Enhanced cooperation under EU law also counter-balances (partly at least) Bauböck’s argument on the lack of transparency of asymmetrical dynamics, since according to Art. 330 TFEU, “[a]ll members of the Council may participate in its deliberations.” Finally, enhanced cooperation is conceived for specific areas, and this is “a guarantee not only for those Member States without the political will to join enhanced cooperation from the beginning, but also for those which do not meet the objective requirements for joining the enhanced cooperation scheme.” As mentioned previously, the discipline of enhanced cooperation under the EU is emblematic of how asymmetry can perform an integrative function. The governing provisions are Arts. 330-333 TFEU and Art. 20 TEU. As scholars pointed out, all these rules can be traced back to three groups of norms: those concerning the activation (minimum number of Member States, role of the Commission, Parliament and Council), those regarding the functioning of enhanced cooperation (regular use of the EU institutions, application of particular rules for the working of the Council, use of the passerelle clause) and, finally, those governing the possibility to join the cooperation for the “non-original parties.” More generally, when analysing these provisions it is possible to infer limits and conditions – what Fabbrini calls both ex ante and ex post caveats – of enhanced cooperation in EU law (for instance, exclusion of areas covered by the EU’s exclusive competence, the necessity to rely on it as a last resort, compliance with the EU Treaties).
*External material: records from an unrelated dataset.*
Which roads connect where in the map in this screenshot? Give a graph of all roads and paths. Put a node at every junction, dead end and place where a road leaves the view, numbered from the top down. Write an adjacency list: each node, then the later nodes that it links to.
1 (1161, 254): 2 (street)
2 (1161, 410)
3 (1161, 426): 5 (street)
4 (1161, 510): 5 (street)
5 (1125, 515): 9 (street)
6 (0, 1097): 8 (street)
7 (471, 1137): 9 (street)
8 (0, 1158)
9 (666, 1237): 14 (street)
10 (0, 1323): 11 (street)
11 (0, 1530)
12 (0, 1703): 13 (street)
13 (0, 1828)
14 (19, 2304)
All these elements serve as constitutional safeguards since they make the asymmetry produced by enhanced cooperation sustainable under EU law.
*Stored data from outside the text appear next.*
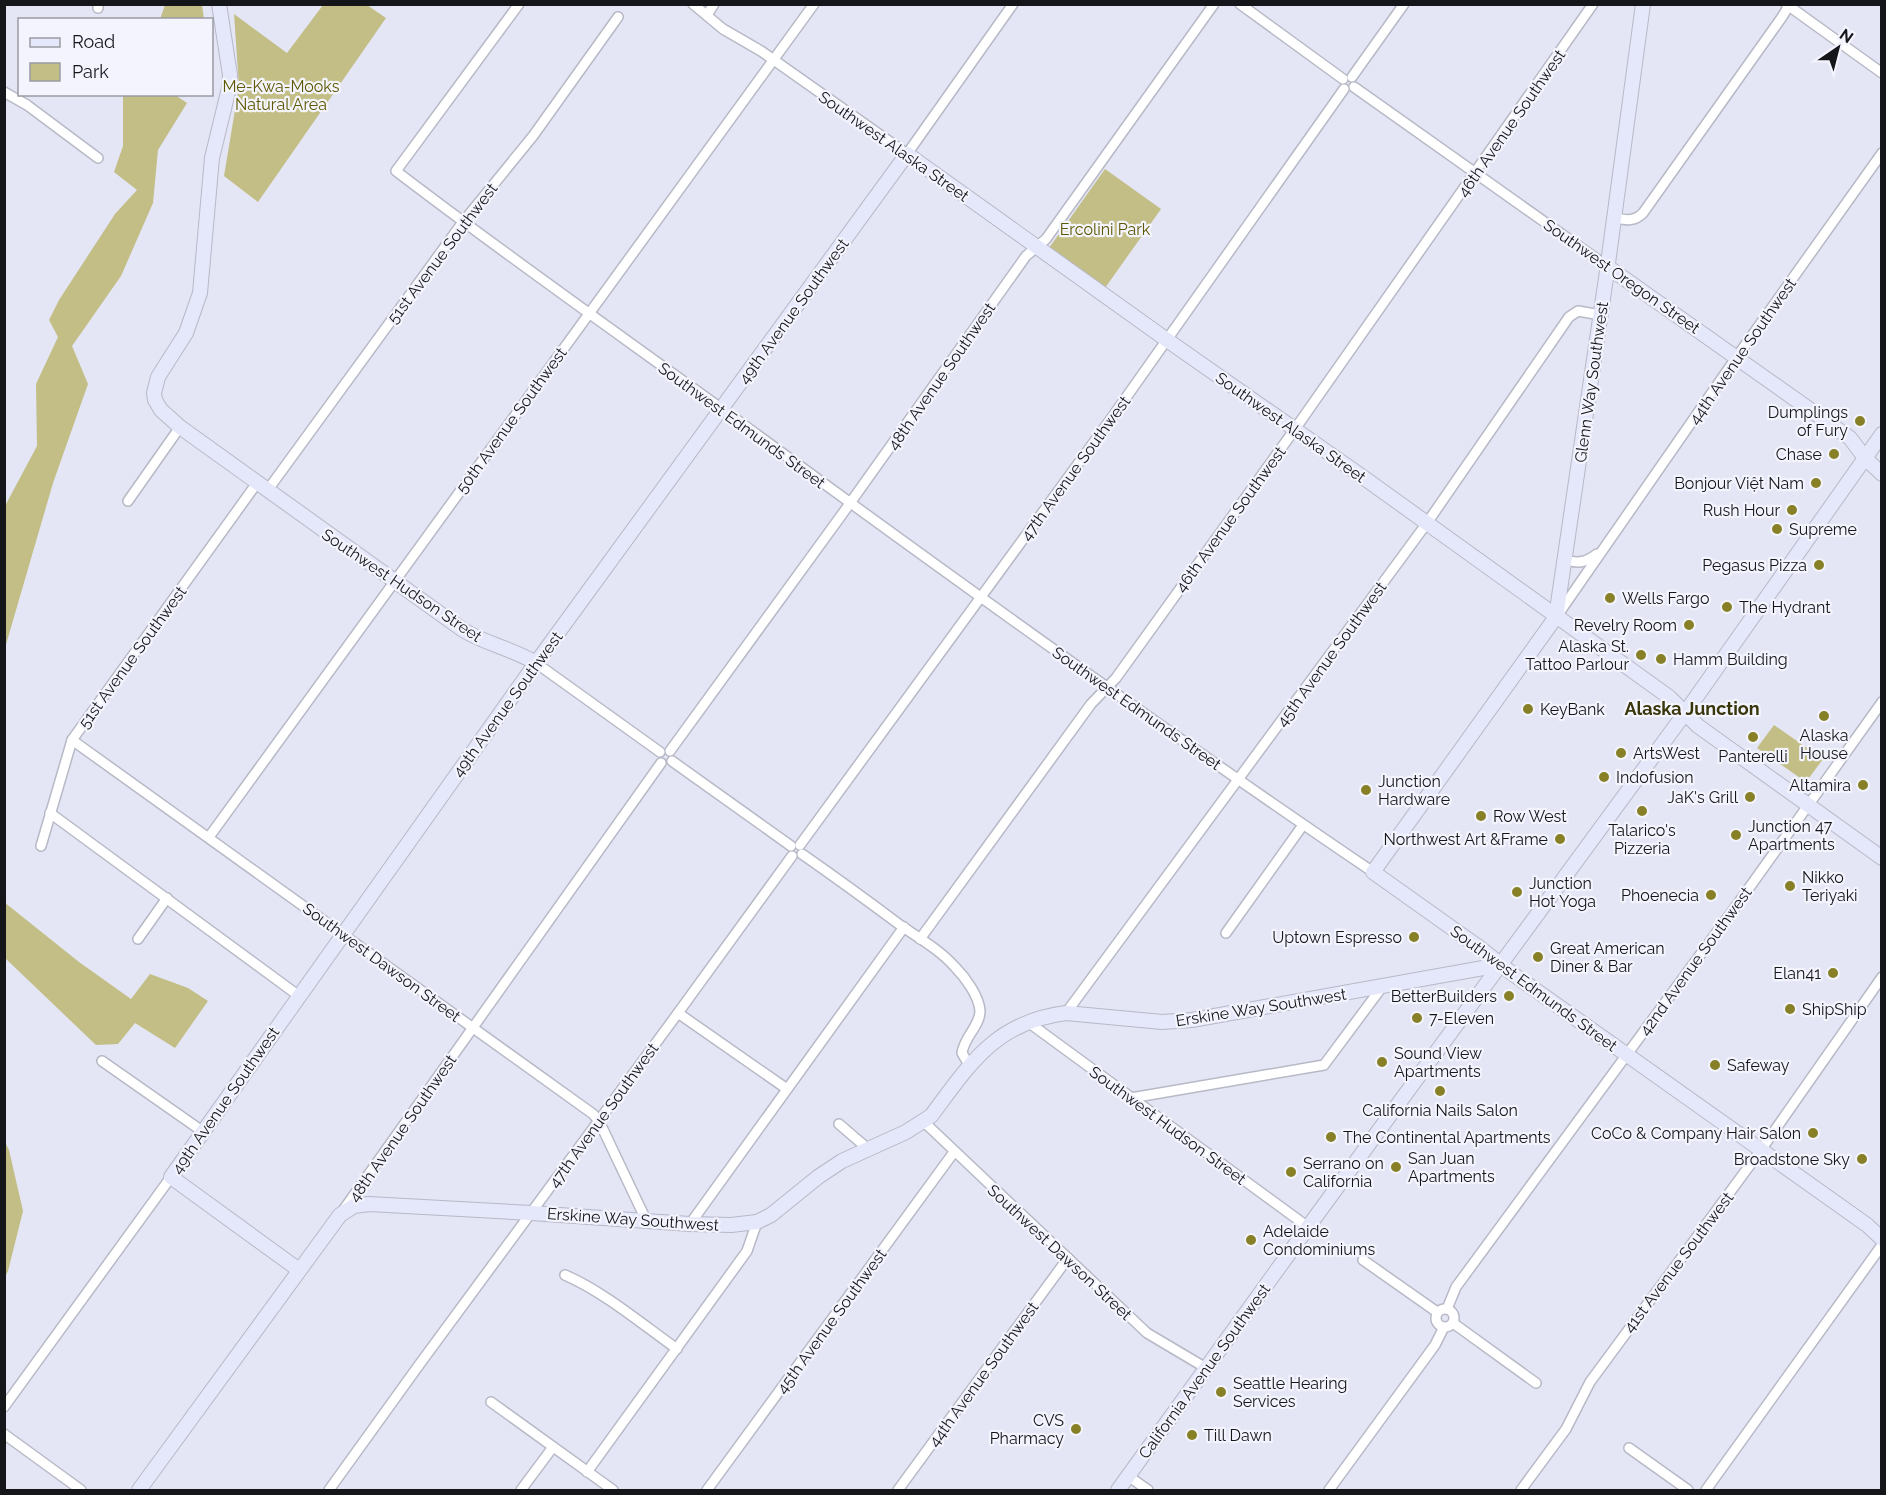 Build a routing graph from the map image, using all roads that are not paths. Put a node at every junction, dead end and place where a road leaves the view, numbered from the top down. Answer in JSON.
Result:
{"nodes":[{"id":1,"x":219,"y":4,"type":"edge"},
{"id":2,"x":519,"y":4,"type":"edge"},
{"id":3,"x":693,"y":4,"type":"edge"},
{"id":4,"x":714,"y":4,"type":"edge"},
{"id":5,"x":814,"y":4,"type":"edge"},
{"id":6,"x":1013,"y":4,"type":"edge"},
{"id":7,"x":1214,"y":4,"type":"edge"},
{"id":8,"x":1240,"y":4,"type":"edge"},
{"id":9,"x":1404,"y":4,"type":"edge"},
{"id":10,"x":1593,"y":4,"type":"edge"},
{"id":11,"x":1643,"y":4,"type":"edge"},
{"id":12,"x":1790,"y":5,"type":"edge"},
{"id":13,"x":706,"y":15,"type":"junction"},
{"id":14,"x":618,"y":17,"type":"dead end"},
{"id":15,"x":774,"y":60,"type":"junction"},
{"id":16,"x":1881,"y":73,"type":"edge"},
{"id":17,"x":1348,"y":83,"type":"junction"},
{"id":18,"x":4,"y":92,"type":"edge"},
{"id":19,"x":1881,"y":153,"type":"edge"},
{"id":20,"x":906,"y":154,"type":"junction"},
{"id":21,"x":98,"y":158,"type":"dead end"},
{"id":22,"x":1475,"y":174,"type":"junction"},
{"id":23,"x":1615,"y":218,"type":"junction"},
{"id":24,"x":463,"y":222,"type":"junction"},
{"id":25,"x":1036,"y":247,"type":"junction"},
{"id":26,"x":1608,"y":267,"type":"junction"},
{"id":27,"x":588,"y":314,"type":"junction"},
{"id":28,"x":1601,"y":315,"type":"junction"},
{"id":29,"x":1167,"y":340,"type":"junction"},
{"id":30,"x":1736,"y":358,"type":"junction"},
{"id":31,"x":721,"y":409,"type":"junction"},
{"id":32,"x":180,"y":427,"type":"junction"},
{"id":33,"x":1295,"y":429,"type":"junction"},
{"id":34,"x":1881,"y":434,"type":"edge"},
{"id":35,"x":1864,"y":458,"type":"junction"},
{"id":36,"x":1881,"y":474,"type":"edge"},
{"id":37,"x":262,"y":487,"type":"junction"},
{"id":38,"x":128,"y":501,"type":"dead end"},
{"id":39,"x":850,"y":503,"type":"junction"},
{"id":40,"x":1427,"y":523,"type":"junction"},
{"id":41,"x":1604,"y":549,"type":"junction"},
{"id":42,"x":1564,"y":560,"type":"junction"},
{"id":43,"x":393,"y":581,"type":"junction"},
{"id":44,"x":981,"y":596,"type":"junction"},
{"id":45,"x":1556,"y":617,"type":"junction"},
{"id":46,"x":536,"y":663,"type":"junction"},
{"id":47,"x":1107,"y":687,"type":"junction"},
{"id":48,"x":1881,"y":702,"type":"edge"},
{"id":49,"x":1685,"y":713,"type":"junction"},
{"id":50,"x":72,"y":740,"type":"junction"},
{"id":51,"x":667,"y":754,"type":"junction"},
{"id":52,"x":1239,"y":780,"type":"junction"},
{"id":53,"x":1809,"y":806,"type":"junction"},
{"id":54,"x":50,"y":813,"type":"junction"},
{"id":55,"x":1303,"y":825,"type":"junction"},
{"id":56,"x":208,"y":837,"type":"junction"},
{"id":57,"x":41,"y":846,"type":"dead end"},
{"id":58,"x":796,"y":850,"type":"junction"},
{"id":59,"x":1881,"y":858,"type":"edge"},
{"id":60,"x":1373,"y":872,"type":"junction"},
{"id":61,"x":167,"y":898,"type":"junction"},
{"id":62,"x":904,"y":927,"type":"junction"},
{"id":63,"x":1226,"y":933,"type":"dead end"},
{"id":64,"x":343,"y":934,"type":"junction"},
{"id":65,"x":138,"y":939,"type":"dead end"},
{"id":66,"x":920,"y":939,"type":"junction"},
{"id":67,"x":1500,"y":965,"type":"junction"},
{"id":68,"x":1881,"y":977,"type":"edge"},
{"id":69,"x":1382,"y":987,"type":"junction"},
{"id":70,"x":299,"y":996,"type":"junction"},
{"id":71,"x":678,"y":1013,"type":"junction"},
{"id":72,"x":1066,"y":1013,"type":"junction"},
{"id":73,"x":1028,"y":1022,"type":"junction"},
{"id":74,"x":473,"y":1027,"type":"junction"},
{"id":75,"x":1626,"y":1055,"type":"junction"},
{"id":76,"x":102,"y":1062,"type":"dead end"},
{"id":77,"x":969,"y":1065,"type":"junction"},
{"id":78,"x":787,"y":1089,"type":"junction"},
{"id":79,"x":1131,"y":1098,"type":"junction"},
{"id":80,"x":599,"y":1121,"type":"junction"},
{"id":81,"x":924,"y":1122,"type":"junction"},
{"id":82,"x":839,"y":1124,"type":"dead end"},
{"id":83,"x":202,"y":1131,"type":"junction"},
{"id":84,"x":867,"y":1148,"type":"junction"},
{"id":85,"x":1761,"y":1150,"type":"junction"},
{"id":86,"x":954,"y":1152,"type":"junction"},
{"id":87,"x":171,"y":1177,"type":"junction"},
{"id":88,"x":531,"y":1213,"type":"junction"},
{"id":89,"x":340,"y":1215,"type":"junction"},
{"id":90,"x":647,"y":1222,"type":"junction"},
{"id":91,"x":757,"y":1222,"type":"junction"},
{"id":92,"x":690,"y":1224,"type":"junction"},
{"id":93,"x":1308,"y":1227,"type":"junction"},
{"id":94,"x":1881,"y":1239,"type":"edge"},
{"id":95,"x":1881,"y":1245,"type":"edge"},
{"id":96,"x":1068,"y":1258,"type":"junction"},
{"id":97,"x":1363,"y":1260,"type":"dead end"},
{"id":98,"x":299,"y":1270,"type":"junction"},
{"id":99,"x":565,"y":1275,"type":"dead end"},
{"id":100,"x":1442,"y":1311,"type":"junction"},
{"id":101,"x":1448,"y":1325,"type":"junction"},
{"id":102,"x":677,"y":1349,"type":"junction"},
{"id":103,"x":1206,"y":1368,"type":"junction"},
{"id":104,"x":1536,"y":1383,"type":"dead end"},
{"id":105,"x":491,"y":1402,"type":"dead end"},
{"id":106,"x":4,"y":1407,"type":"edge"},
{"id":107,"x":4,"y":1434,"type":"edge"},
{"id":108,"x":553,"y":1447,"type":"junction"},
{"id":109,"x":1629,"y":1448,"type":"dead end"},
{"id":110,"x":587,"y":1472,"type":"junction"},
{"id":111,"x":1128,"y":1476,"type":"junction"},
{"id":112,"x":81,"y":1491,"type":"edge"},
{"id":113,"x":139,"y":1491,"type":"edge"},
{"id":114,"x":329,"y":1491,"type":"edge"},
{"id":115,"x":521,"y":1491,"type":"edge"},
{"id":116,"x":613,"y":1491,"type":"edge"},
{"id":117,"x":707,"y":1491,"type":"edge"},
{"id":118,"x":898,"y":1491,"type":"edge"},
{"id":119,"x":1118,"y":1491,"type":"edge"},
{"id":120,"x":1148,"y":1491,"type":"edge"},
{"id":121,"x":1329,"y":1491,"type":"edge"},
{"id":122,"x":1521,"y":1491,"type":"edge"},
{"id":123,"x":1688,"y":1491,"type":"edge"},
{"id":124,"x":1706,"y":1491,"type":"edge"}],
"edges":[{"from":1,"to":32,"type":"street","name":"Southwest Hudson Street"},
{"from":2,"to":24,"type":"street","name":"Southwest Edmunds Street"},
{"from":3,"to":13,"type":"street","name":"Southwest Alaska Street"},
{"from":4,"to":13,"type":"street"},
{"from":5,"to":15,"type":"street","name":"50th Avenue Southwest"},
{"from":6,"to":20,"type":"street","name":"49th Avenue Southwest"},
{"from":7,"to":25,"type":"street","name":"48th Avenue Southwest"},
{"from":8,"to":17,"type":"street","name":"Southwest Oregon Street"},
{"from":9,"to":17,"type":"street","name":"47th Avenue Southwest"},
{"from":10,"to":22,"type":"street","name":"46th Avenue Southwest"},
{"from":11,"to":23,"type":"street","name":"Glenn Way Southwest"},
{"from":12,"to":16,"type":"street"},
{"from":12,"to":23,"type":"street"},
{"from":13,"to":15,"type":"street","name":"Southwest Alaska Street"},
{"from":14,"to":24,"type":"street","name":"51st Avenue Southwest"},
{"from":15,"to":20,"type":"street","name":"Southwest Alaska Street"},
{"from":15,"to":27,"type":"street","name":"50th Avenue Southwest"},
{"from":17,"to":22,"type":"street","name":"Southwest Oregon Street"},
{"from":17,"to":29,"type":"street","name":"47th Avenue Southwest"},
{"from":18,"to":21,"type":"street"},
{"from":19,"to":30,"type":"street","name":"44th Avenue Southwest"},
{"from":20,"to":25,"type":"street","name":"Southwest Alaska Street"},
{"from":20,"to":31,"type":"street","name":"49th Avenue Southwest"},
{"from":22,"to":26,"type":"street","name":"Southwest Oregon Street"},
{"from":22,"to":33,"type":"street","name":"46th Avenue Southwest"},
{"from":23,"to":26,"type":"street","name":"Glenn Way Southwest"},
{"from":24,"to":27,"type":"street","name":"Southwest Edmunds Street"},
{"from":24,"to":37,"type":"street","name":"51st Avenue Southwest"},
{"from":25,"to":29,"type":"street","name":"Southwest Alaska Street"},
{"from":25,"to":39,"type":"street","name":"48th Avenue Southwest"},
{"from":26,"to":28,"type":"street","name":"Glenn Way Southwest"},
{"from":26,"to":30,"type":"street","name":"Southwest Oregon Street"},
{"from":27,"to":31,"type":"street","name":"Southwest Edmunds Street"},
{"from":27,"to":43,"type":"street","name":"50th Avenue Southwest"},
{"from":28,"to":40,"type":"street","name":"45th Avenue Southwest"},
{"from":28,"to":42,"type":"street","name":"Glenn Way Southwest"},
{"from":29,"to":33,"type":"street","name":"Southwest Alaska Street"},
{"from":29,"to":44,"type":"street","name":"47th Avenue Southwest"},
{"from":30,"to":35,"type":"street","name":"Southwest Oregon Street"},
{"from":30,"to":41,"type":"street","name":"44th Avenue Southwest"},
{"from":31,"to":39,"type":"street","name":"Southwest Edmunds Street"},
{"from":31,"to":46,"type":"street","name":"49th Avenue Southwest"},
{"from":32,"to":37,"type":"street","name":"Southwest Hudson Street"},
{"from":32,"to":38,"type":"street"},
{"from":33,"to":40,"type":"street","name":"Southwest Alaska Street"},
{"from":33,"to":47,"type":"street","name":"46th Avenue Southwest"},
{"from":34,"to":35,"type":"street","name":"California Avenue Southwest"},
{"from":35,"to":36,"type":"street","name":"Southwest Oregon Street"},
{"from":35,"to":49,"type":"street","name":"California Avenue Southwest"},
{"from":37,"to":43,"type":"street","name":"Southwest Hudson Street"},
{"from":37,"to":50,"type":"street","name":"51st Avenue Southwest"},
{"from":39,"to":44,"type":"street","name":"Southwest Edmunds Street"},
{"from":39,"to":51,"type":"street","name":"48th Avenue Southwest"},
{"from":40,"to":45,"type":"street","name":"Southwest Alaska Street"},
{"from":40,"to":52,"type":"street","name":"45th Avenue Southwest"},
{"from":41,"to":42,"type":"street","name":"44th Avenue Southwest"},
{"from":41,"to":45,"type":"street","name":"44th Avenue Southwest"},
{"from":42,"to":45,"type":"street","name":"Glenn Way Southwest"},
{"from":43,"to":46,"type":"street","name":"Southwest Hudson Street"},
{"from":43,"to":56,"type":"street","name":"50th Avenue Southwest"},
{"from":44,"to":47,"type":"street","name":"Southwest Edmunds Street"},
{"from":44,"to":58,"type":"street","name":"47th Avenue Southwest"},
{"from":45,"to":49,"type":"street","name":"Southwest Alaska Street"},
{"from":45,"to":60,"type":"street","name":"44th Avenue Southwest"},
{"from":46,"to":51,"type":"street","name":"Southwest Hudson Street"},
{"from":46,"to":64,"type":"street","name":"49th Avenue Southwest"},
{"from":47,"to":52,"type":"street","name":"Southwest Edmunds Street"},
{"from":47,"to":66,"type":"street","name":"46th Avenue Southwest"},
{"from":48,"to":53,"type":"street","name":"42nd Avenue Southwest"},
{"from":49,"to":53,"type":"street","name":"Southwest Alaska Street"},
{"from":49,"to":67,"type":"street","name":"California Avenue Southwest"},
{"from":50,"to":54,"type":"street","name":"51st Avenue Southwest"},
{"from":50,"to":56,"type":"street","name":"Southwest Dawson Street"},
{"from":51,"to":58,"type":"street","name":"Southwest Hudson Street"},
{"from":51,"to":74,"type":"street","name":"48th Avenue Southwest"},
{"from":52,"to":55,"type":"street","name":"Southwest Edmunds Street"},
{"from":52,"to":72,"type":"street","name":"45th Avenue Southwest"},
{"from":53,"to":59,"type":"street","name":"Southwest Alaska Street"},
{"from":53,"to":75,"type":"street","name":"42nd Avenue Southwest"},
{"from":54,"to":57,"type":"street","name":"51st Avenue Southwest"},
{"from":54,"to":61,"type":"street"},
{"from":55,"to":60,"type":"street","name":"Southwest Edmunds Street"},
{"from":55,"to":63,"type":"street"},
{"from":56,"to":64,"type":"street","name":"Southwest Dawson Street"},
{"from":58,"to":62,"type":"street","name":"Southwest Hudson Street"},
{"from":58,"to":71,"type":"street","name":"47th Avenue Southwest"},
{"from":60,"to":67,"type":"street","name":"Southwest Edmunds Street"},
{"from":61,"to":65,"type":"street"},
{"from":61,"to":70,"type":"street"},
{"from":62,"to":66,"type":"street","name":"Southwest Hudson Street"},
{"from":62,"to":78,"type":"street"},
{"from":64,"to":70,"type":"street","name":"49th Avenue Southwest"},
{"from":64,"to":74,"type":"street","name":"Southwest Dawson Street"},
{"from":66,"to":77,"type":"street","name":"Southwest Hudson Street"},
{"from":67,"to":69,"type":"street","name":"Erskine Way Southwest"},
{"from":67,"to":75,"type":"street","name":"Southwest Edmunds Street"},
{"from":67,"to":93,"type":"street","name":"California Avenue Southwest"},
{"from":68,"to":85,"type":"street","name":"41st Avenue Southwest"},
{"from":69,"to":72,"type":"street","name":"Erskine Way Southwest"},
{"from":69,"to":79,"type":"street"},
{"from":70,"to":83,"type":"street","name":"49th Avenue Southwest"},
{"from":71,"to":78,"type":"street"},
{"from":71,"to":80,"type":"street","name":"47th Avenue Southwest"},
{"from":72,"to":73,"type":"street","name":"Erskine Way Southwest"},
{"from":73,"to":77,"type":"street","name":"Erskine Way Southwest"},
{"from":73,"to":79,"type":"street","name":"Southwest Hudson Street"},
{"from":74,"to":80,"type":"street","name":"Southwest Dawson Street"},
{"from":74,"to":89,"type":"street","name":"48th Avenue Southwest"},
{"from":75,"to":85,"type":"street","name":"Southwest Edmunds Street"},
{"from":75,"to":100,"type":"street","name":"42nd Avenue Southwest"},
{"from":76,"to":83,"type":"street"},
{"from":77,"to":81,"type":"street","name":"Erskine Way Southwest"},
{"from":78,"to":92,"type":"street"},
{"from":79,"to":93,"type":"street","name":"Southwest Hudson Street"},
{"from":80,"to":88,"type":"street","name":"47th Avenue Southwest"},
{"from":80,"to":90,"type":"street","name":"Southwest Dawson Street"},
{"from":81,"to":84,"type":"street","name":"Erskine Way Southwest"},
{"from":81,"to":86,"type":"street","name":"Southwest Dawson Street"},
{"from":82,"to":84,"type":"street"},
{"from":83,"to":87,"type":"street","name":"49th Avenue Southwest"},
{"from":84,"to":91,"type":"street","name":"Erskine Way Southwest"},
{"from":85,"to":94,"type":"street","name":"Southwest Edmunds Street"},
{"from":85,"to":122,"type":"street","name":"41st Avenue Southwest"},
{"from":86,"to":96,"type":"street","name":"Southwest Dawson Street"},
{"from":86,"to":117,"type":"street","name":"45th Avenue Southwest"},
{"from":87,"to":98,"type":"street"},
{"from":87,"to":106,"type":"street","name":"49th Avenue Southwest"},
{"from":88,"to":89,"type":"street","name":"Erskine Way Southwest"},
{"from":88,"to":90,"type":"street","name":"Erskine Way Southwest"},
{"from":88,"to":114,"type":"street","name":"47th Avenue Southwest"},
{"from":89,"to":98,"type":"street","name":"48th Avenue Southwest"},
{"from":90,"to":92,"type":"street","name":"Erskine Way Southwest"},
{"from":91,"to":92,"type":"street","name":"Erskine Way Southwest"},
{"from":91,"to":102,"type":"street"},
{"from":93,"to":103,"type":"street","name":"California Avenue Southwest"},
{"from":95,"to":124,"type":"street"},
{"from":96,"to":103,"type":"street","name":"Southwest Dawson Street"},
{"from":96,"to":118,"type":"street","name":"44th Avenue Southwest"},
{"from":97,"to":100,"type":"street"},
{"from":98,"to":113,"type":"street","name":"48th Avenue Southwest"},
{"from":99,"to":102,"type":"street"},
{"from":100,"to":101,"type":"street"},
{"from":100,"to":101,"type":"street"},
{"from":101,"to":104,"type":"street"},
{"from":101,"to":121,"type":"street"},
{"from":102,"to":110,"type":"street"},
{"from":103,"to":111,"type":"street","name":"California Avenue Southwest"},
{"from":105,"to":108,"type":"street"},
{"from":107,"to":112,"type":"street"},
{"from":108,"to":110,"type":"street"},
{"from":108,"to":115,"type":"street"},
{"from":109,"to":123,"type":"street"},
{"from":110,"to":116,"type":"street"},
{"from":111,"to":119,"type":"street","name":"California Avenue Southwest"},
{"from":111,"to":120,"type":"street"}]}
At the same time, sustainability is also guaranteed by norms like Art. 326 TFEU which clarifies that enhanced cooperation “shall comply with the Treaties and Union law” and “shall not undermine the internal market or economic, social and territorial cohesion. It shall not constitute a barrier to or discrimination in trade between Member States, nor shall it distort competition between them”. By so doing this provision identifies a list of elements that can be traced back to that untouchable core we referred to.

What can we learn from these technical points? In theory this reference to multi speed is not necessarily a bad thing but, unfortunately, the White Paper does not say too much on how such an asymmetric option should be activated and carried out. The EU Treaties already give a spectrum of possibilities, however, whatever this reference means it will be necessary to handle asymmetry with care, either by following the existing rules or by devising ad hoc safeguards to avoid transforming the EU into something else, into a different beast whose contour is barely recognisable to those who care about Europe.